Multi-offset ground penetrating radar data for improved imaging in areas of lateral complexity — Application at a Native American site

Abstract

Multi-offset ground penetrating radar (GPR) data offers numerous imaging benefits over common offset GPR data, such as increased signal to noise ratio and depth penetration, and improved reflector continuity and dip imaging. Another relevant benefit of multi-offset data is the improved lateral imaging capabilities it provides. Neglecting lateral complexity considerations can produce an erroneous interpretation. An example from a Native American archaeological site highlights how 200 MHz multi-offset data provides a better estimate of the lateral density of possible archaeological material, as well as more accurate depth estimates. This is compared to 200 MHz common offset data, which produced an erroneous interpretation both in terms of potential archaeological material density and depth. This analysis also highlights an important caveat of multi-offset acquisition, which is having suitable near-surface conditions to realize improved data quality.
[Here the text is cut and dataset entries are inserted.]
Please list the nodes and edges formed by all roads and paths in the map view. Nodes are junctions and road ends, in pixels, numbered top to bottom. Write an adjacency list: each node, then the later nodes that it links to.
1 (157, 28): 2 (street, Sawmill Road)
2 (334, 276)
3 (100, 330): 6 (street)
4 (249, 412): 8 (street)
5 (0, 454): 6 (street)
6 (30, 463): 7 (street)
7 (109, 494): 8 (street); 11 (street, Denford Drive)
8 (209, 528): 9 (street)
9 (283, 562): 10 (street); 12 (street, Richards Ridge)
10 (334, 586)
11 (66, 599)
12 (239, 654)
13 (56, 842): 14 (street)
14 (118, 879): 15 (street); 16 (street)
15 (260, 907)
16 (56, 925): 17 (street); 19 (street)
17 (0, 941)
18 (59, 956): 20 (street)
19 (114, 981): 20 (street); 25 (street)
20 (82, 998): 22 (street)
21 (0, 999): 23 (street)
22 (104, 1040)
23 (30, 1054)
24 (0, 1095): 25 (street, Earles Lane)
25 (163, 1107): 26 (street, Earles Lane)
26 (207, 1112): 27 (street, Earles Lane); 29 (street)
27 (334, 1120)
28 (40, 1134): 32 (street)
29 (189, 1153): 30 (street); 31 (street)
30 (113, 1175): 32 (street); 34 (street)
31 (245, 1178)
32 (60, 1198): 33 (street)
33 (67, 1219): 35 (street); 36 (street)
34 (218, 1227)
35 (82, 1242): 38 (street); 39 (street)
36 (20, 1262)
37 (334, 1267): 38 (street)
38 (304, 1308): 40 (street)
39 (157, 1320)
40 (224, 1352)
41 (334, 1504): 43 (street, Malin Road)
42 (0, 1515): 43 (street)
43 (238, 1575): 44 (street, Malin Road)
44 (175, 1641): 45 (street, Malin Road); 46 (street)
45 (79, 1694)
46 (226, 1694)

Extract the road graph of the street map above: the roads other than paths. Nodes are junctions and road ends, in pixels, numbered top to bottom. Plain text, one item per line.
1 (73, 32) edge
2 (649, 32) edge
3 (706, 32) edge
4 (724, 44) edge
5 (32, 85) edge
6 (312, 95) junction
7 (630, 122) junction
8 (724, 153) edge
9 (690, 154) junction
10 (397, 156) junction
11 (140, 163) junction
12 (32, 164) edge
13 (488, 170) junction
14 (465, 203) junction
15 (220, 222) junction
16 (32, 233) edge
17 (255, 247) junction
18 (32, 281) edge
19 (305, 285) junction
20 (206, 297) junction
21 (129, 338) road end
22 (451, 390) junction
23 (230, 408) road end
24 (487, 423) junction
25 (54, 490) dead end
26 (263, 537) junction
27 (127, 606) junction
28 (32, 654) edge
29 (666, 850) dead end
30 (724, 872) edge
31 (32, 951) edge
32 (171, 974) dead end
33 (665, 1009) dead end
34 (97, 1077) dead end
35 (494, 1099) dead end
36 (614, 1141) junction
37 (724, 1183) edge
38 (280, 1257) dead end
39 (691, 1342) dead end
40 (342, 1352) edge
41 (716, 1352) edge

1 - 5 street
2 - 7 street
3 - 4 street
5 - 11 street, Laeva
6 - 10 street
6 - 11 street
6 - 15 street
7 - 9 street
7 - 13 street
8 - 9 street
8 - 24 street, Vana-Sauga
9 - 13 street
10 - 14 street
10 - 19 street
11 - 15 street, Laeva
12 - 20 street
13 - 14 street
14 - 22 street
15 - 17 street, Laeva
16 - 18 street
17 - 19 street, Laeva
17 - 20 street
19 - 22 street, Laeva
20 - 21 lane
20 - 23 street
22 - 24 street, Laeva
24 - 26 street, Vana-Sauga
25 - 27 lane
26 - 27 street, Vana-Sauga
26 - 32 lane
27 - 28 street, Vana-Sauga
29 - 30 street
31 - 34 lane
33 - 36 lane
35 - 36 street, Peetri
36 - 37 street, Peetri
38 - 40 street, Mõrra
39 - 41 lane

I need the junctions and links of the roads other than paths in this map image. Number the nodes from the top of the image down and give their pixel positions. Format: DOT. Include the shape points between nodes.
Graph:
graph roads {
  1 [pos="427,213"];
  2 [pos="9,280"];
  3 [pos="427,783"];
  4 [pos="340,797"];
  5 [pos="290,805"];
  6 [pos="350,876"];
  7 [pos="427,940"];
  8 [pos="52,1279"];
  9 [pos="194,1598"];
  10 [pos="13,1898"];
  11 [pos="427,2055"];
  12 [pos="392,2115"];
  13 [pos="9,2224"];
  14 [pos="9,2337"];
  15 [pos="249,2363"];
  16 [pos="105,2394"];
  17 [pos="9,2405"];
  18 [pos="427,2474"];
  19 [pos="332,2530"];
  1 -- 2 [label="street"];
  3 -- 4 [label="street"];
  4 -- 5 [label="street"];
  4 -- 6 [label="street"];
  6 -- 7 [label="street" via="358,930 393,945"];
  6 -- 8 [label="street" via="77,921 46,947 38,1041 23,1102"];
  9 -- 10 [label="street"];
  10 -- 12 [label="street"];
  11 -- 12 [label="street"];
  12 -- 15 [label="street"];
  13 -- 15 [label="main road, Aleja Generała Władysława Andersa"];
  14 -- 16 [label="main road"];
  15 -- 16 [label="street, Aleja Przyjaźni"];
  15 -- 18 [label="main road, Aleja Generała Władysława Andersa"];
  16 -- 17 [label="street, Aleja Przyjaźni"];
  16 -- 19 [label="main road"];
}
Common offset reflectivity is very sensitive to changes in water saturation, and multi-offset data even more so due to the additional dependence of reflectivity on the multiple angles of investigation. A multi-offset section at the same location, but acquired under drier conditions, produced little imaging improvement over the common offset section. Even given the imaging benefits of multi-offset data, it is seldom acquired mainly due to the tedious task of single channel acquisition with bistatic GPR systems. Acquiring the multi-offset traces continuously as common source gathers while still maintaining positioning accuracy and signal quality halved the acquisition time of this multi-offset dataset.